Logan nodded toward the doors. “Her body’s down there in the river somewhere, if you want to look for it. Along with all the others.”
She relaxed at last, and was silent for a moment. Her eyes and mouth opened wide. Not that he really believed she had an aunt in the village, but she didn’t seem to believe the insurgents would have killed them.
“You can’t mean that.”
He looked into her eyes. Could she be serious about her aunt? She looked distraught, but what man could really tell whether a girl was lying? He’d learned that much in the ZUS. All of Jacques’ girls were expert liars, at least when they wanted to please their customers. Customers who didn’t have much of an incentive to disbelieve them.

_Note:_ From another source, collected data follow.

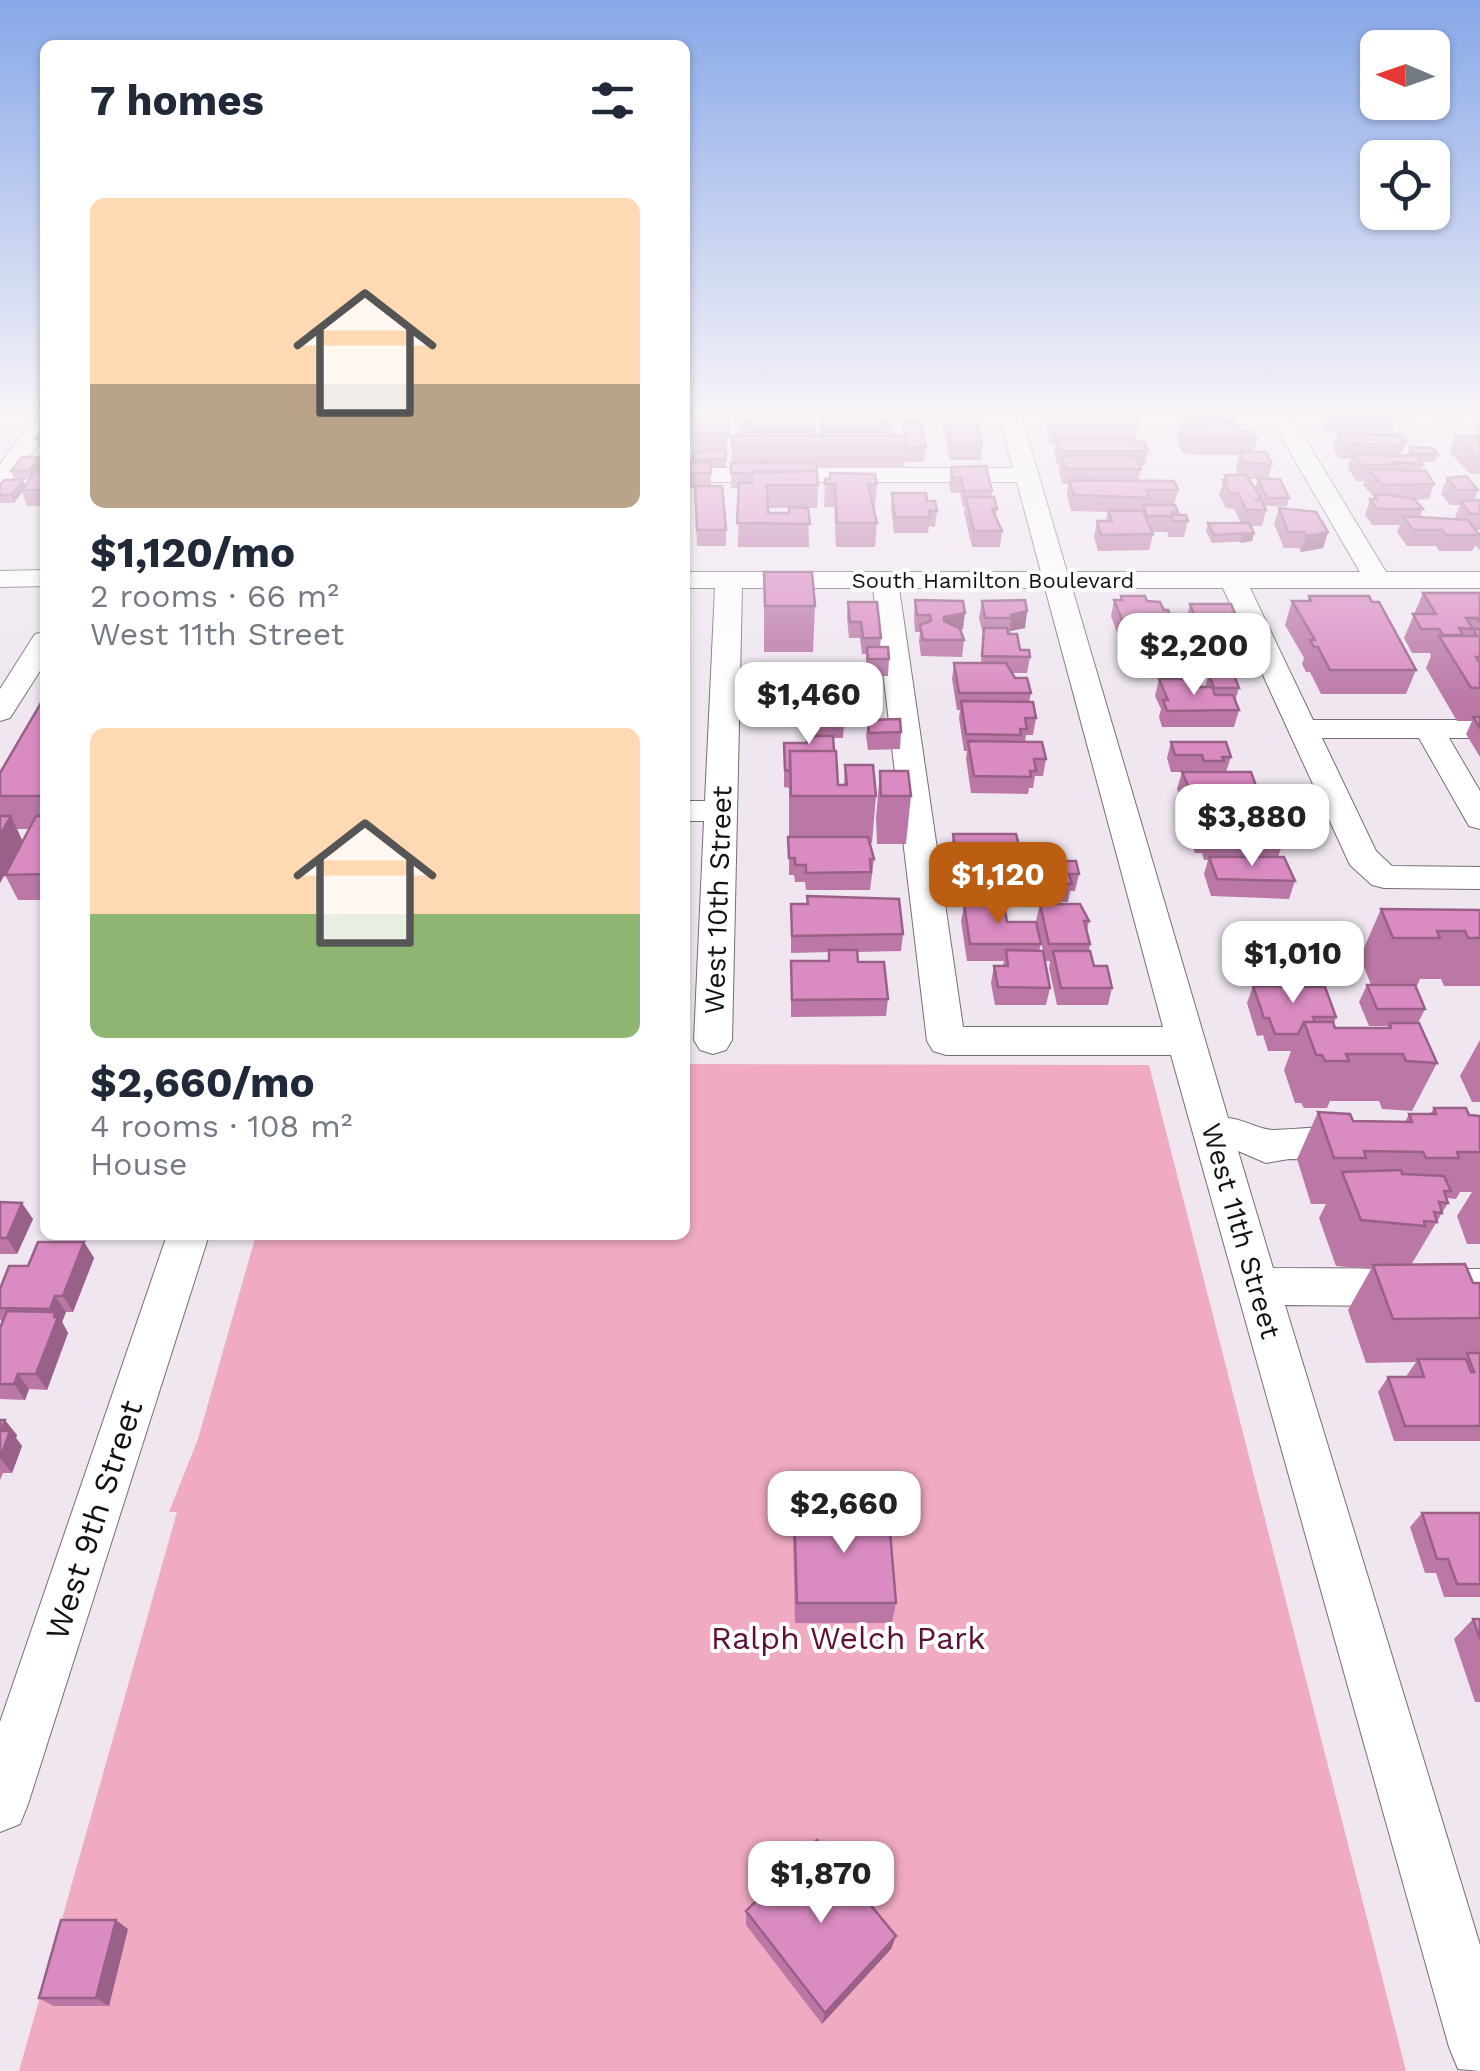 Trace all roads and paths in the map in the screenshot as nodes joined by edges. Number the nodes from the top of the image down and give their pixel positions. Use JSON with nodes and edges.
{"nodes":[{"id":1,"x":1035,"y":509,"type":"edge"},
{"id":2,"x":1336,"y":509,"type":"edge"},
{"id":3,"x":0,"y":578,"type":"edge"},
{"id":4,"x":40,"y":578,"type":"edge"},
{"id":5,"x":1055,"y":579,"type":"junction"},
{"id":6,"x":690,"y":580,"type":"edge"},
{"id":7,"x":729,"y":580,"type":"junction"},
{"id":8,"x":885,"y":580,"type":"junction"},
{"id":9,"x":1233,"y":580,"type":"junction"},
{"id":10,"x":1378,"y":580,"type":"junction"},
{"id":11,"x":1480,"y":580,"type":"edge"},
{"id":12,"x":40,"y":645,"type":"edge"},
{"id":13,"x":11,"y":677,"type":"edge"},
{"id":14,"x":0,"y":712,"type":"edge"},
{"id":15,"x":1303,"y":728,"type":"junction"},
{"id":16,"x":1429,"y":729,"type":"junction"},
{"id":17,"x":1480,"y":729,"type":"edge"},
{"id":18,"x":690,"y":811,"type":"edge"},
{"id":19,"x":722,"y":811,"type":"junction"},
{"id":20,"x":1480,"y":820,"type":"edge"},
{"id":21,"x":1480,"y":878,"type":"edge"},
{"id":22,"x":713,"y":1040,"type":"dead end"},
{"id":23,"x":1186,"y":1042,"type":"junction"},
{"id":24,"x":1212,"y":1134,"type":"junction"},
{"id":25,"x":1402,"y":1144,"type":"edge"},
{"id":26,"x":186,"y":1240,"type":"edge"},
{"id":27,"x":1257,"y":1286,"type":"junction"},
{"id":28,"x":1480,"y":1288,"type":"edge"},
{"id":29,"x":0,"y":1804,"type":"edge"},
{"id":30,"x":1480,"y":2047,"type":"edge"}],
"edges":[{"from":1,"to":5,"type":"street","name":"West 11th Street"},
{"from":2,"to":10,"type":"street"},
{"from":3,"to":4,"type":"street"},
{"from":5,"to":8,"type":"street","name":"South Hamilton Boulevard"},
{"from":5,"to":9,"type":"street","name":"South Hamilton Boulevard"},
{"from":5,"to":23,"type":"street","name":"West 11th Street"},
{"from":6,"to":7,"type":"street","name":"South Hamilton Boulevard"},
{"from":7,"to":8,"type":"street","name":"South Hamilton Boulevard"},
{"from":7,"to":19,"type":"street","name":"West 10th Street"},
{"from":8,"to":23,"type":"street"},
{"from":9,"to":10,"type":"street","name":"South Hamilton Boulevard"},
{"from":9,"to":15,"type":"street"},
{"from":10,"to":11,"type":"street","name":"South Hamilton Boulevard"},
{"from":12,"to":13,"type":"street"},
{"from":13,"to":14,"type":"street"},
{"from":15,"to":16,"type":"street"},
{"from":15,"to":21,"type":"street"},
{"from":16,"to":17,"type":"street"},
{"from":16,"to":20,"type":"street"},
{"from":18,"to":19,"type":"street"},
{"from":19,"to":22,"type":"street","name":"West 10th Street"},
{"from":23,"to":24,"type":"street","name":"West 11th Street"},
{"from":24,"to":25,"type":"street"},
{"from":24,"to":27,"type":"street","name":"West 11th Street"},
{"from":26,"to":29,"type":"street","name":"West 9th Street"},
{"from":27,"to":28,"type":"street"},
{"from":27,"to":30,"type":"street","name":"West 11th Street"}]} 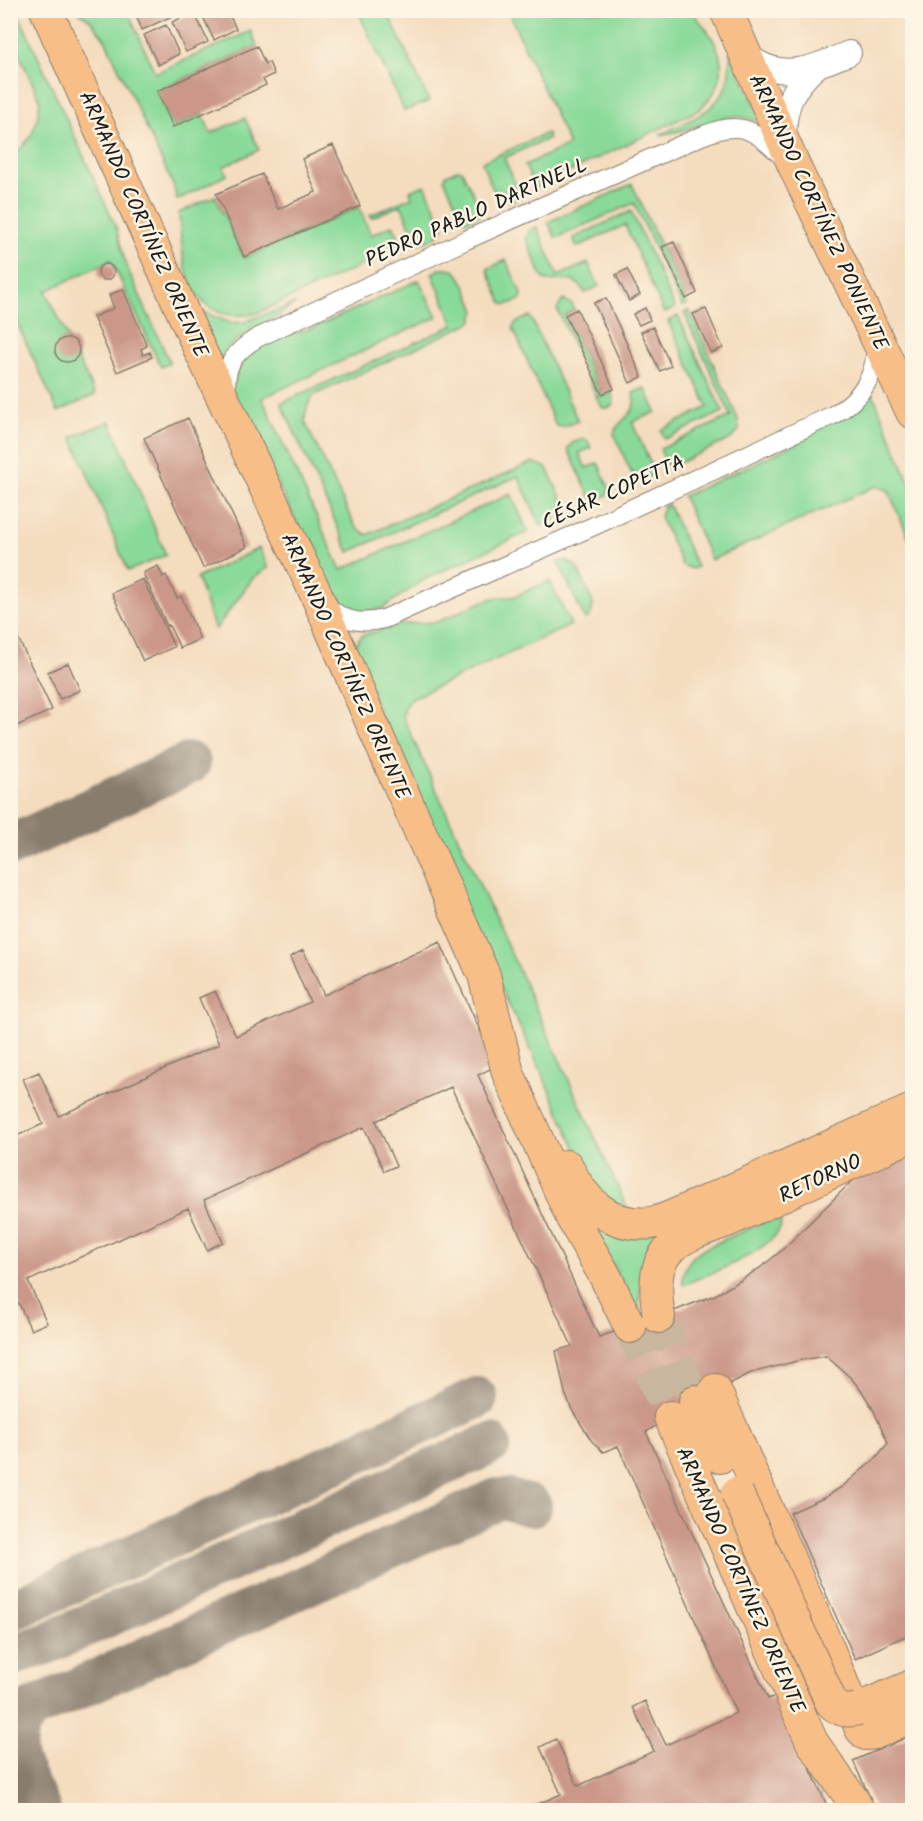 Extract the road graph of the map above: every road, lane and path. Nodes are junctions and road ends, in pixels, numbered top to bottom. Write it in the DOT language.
graph roads {
  1 [pos="46,10"];
  2 [pos="726,10"];
  3 [pos="743,49"];
  4 [pos="849,53"];
  5 [pos="817,66"];
  6 [pos="790,158"];
  7 [pos="871,324"];
  8 [pos="912,412"];
  9 [pos="233,418"];
  10 [pos="316,594"];
  11 [pos="484,975"];
  12 [pos="912,1110"];
  13 [pos="912,1135"];
  14 [pos="669,1313"];
  15 [pos="630,1327"];
  16 [pos="699,1401"];
  17 [pos="912,1686"];
  18 [pos="912,1716"];
  19 [pos="858,1810"];
  1 -- 9 [label="highway, ARMANDO CORTÍNEZ ORIENTE"];
  2 -- 3 [label="highway, ARMANDO CORTÍNEZ PONIENTE"];
  3 -- 5 [label="street"];
  3 -- 6 [label="highway, ARMANDO CORTÍNEZ PONIENTE"];
  4 -- 5 [label="street"];
  5 -- 6 [label="street"];
  6 -- 7 [label="highway, ARMANDO CORTÍNEZ PONIENTE"];
  6 -- 9 [label="street, PEDRO PABLO DARTNELL"];
  7 -- 8 [label="highway, ARMANDO CORTÍNEZ PONIENTE"];
  7 -- 10 [label="street, CÉSAR COPETTA"];
  9 -- 10 [label="highway, ARMANDO CORTÍNEZ ORIENTE"];
  10 -- 11 [label="highway, ARMANDO CORTÍNEZ ORIENTE"];
  11 -- 12 [label="highway"];
  11 -- 15 [label="highway, ARMANDO CORTÍNEZ ORIENTE"];
  13 -- 14 [label="highway, RETORNO"];
  16 -- 17 [label="highway, bridge"];
  16 -- 18 [label="highway"];
  16 -- 19 [label="highway, ARMANDO CORTÍNEZ ORIENTE"];
}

“I don’t know whether I saw your aunt down there. But I saw a lot of people. If she was up here…”
Then the girl began to cry. For a second, Logan wanted to release her. Then he remembered Gallo lying in the square after her friend blew him up. And what was left of his body, back in the ruins of his suit.
“I’m not who you think I am,” she said, finally.
“You’re the girl who led us into an ambush in Gries, and you’re the girl who was in the tunnels in Valenciennes. You can deny it if you want, but we’ll get the truth out of you in the end. So you might as well admit it now.”
She just stared at him, and pouted. “If you let me go now, I won’t tell anyone what you did.”
He waved the pistol in front of her face. “You can tell my sergeant exactly what I’ve done. He’ll be real glad to hear about it, because he’s been pissed with me ever since you got away the first time.”
She stared at the gun.
“You wouldn’t really shoot me, would you?”
Could he? She’d tried to get him killed. She’d helped to get Gallo killed. He should really want to shoot her for revenge. But she was just a girl, and no older than his sister had been the last time he saw her. What did she know about real life?
“I’ll be in less trouble for taking you back dead than I will for not taking you back alive.”
The urge to fight seemed to leave her face at his words. As though, for the first time, she really believed he might do it.
“Now,” he continued, “Do you think you could do what I tell you, and stop doing things that might make me want to shoot you? We’d all be better that way.”
She nodded. “Just don’t hurt me.”
Hurt was the least that Intel were likely to do if they got their hands on her. But that was a choice she made when she decided to take on the Legion. He thought of Gallo, and all the men wounded and killed so far on this deployment. If she could give them intel that would help them end the insurgency…
“Did you see that burned-out suit back before the bridge?”
She nodded. “That was a friend of mine. Before your friends killed him.”
“I’m sorry.”
“Bit late for that. But I’m not exactly worried about hurting insurgents at this moment. Do you understand?”
She nodded. Good. The more scared she was, the less likely she was to do something that might make him do something he’d regret.
His heart had slowed down as his body recovered from the exertion of the last few minutes in the thin air. He’d been up all night and most of the previous day, and now his eyelids were starting to feel heavy. He had to stay out of the sun for the rest of the day, and be ready to head to the mine tonight if the truck didn’t come back.
That meant he needed some sleep.
He yawned at the thought. He’d survived months in Legion training on barely any sleep, but the last few days had been mentally harder than anything the instructors had put him through. No wonder they pushed them so hard in training, so they’d have some chance of surviving combat in the real world.
But that didn’t seem like a good plan when he was sharing the building with a girl who’d previously led him into what was supposed to be a deathtrap. She’d pretended to be an innocent bystander before. Surely she wouldn’t stop at trying to take his pistol or a grenade and kill him while he slept?
“Come on,” he said, and climbed off her. He stepped back and kept the pistol at his hip as she clambered to her feet, and brushed the straw from her dress.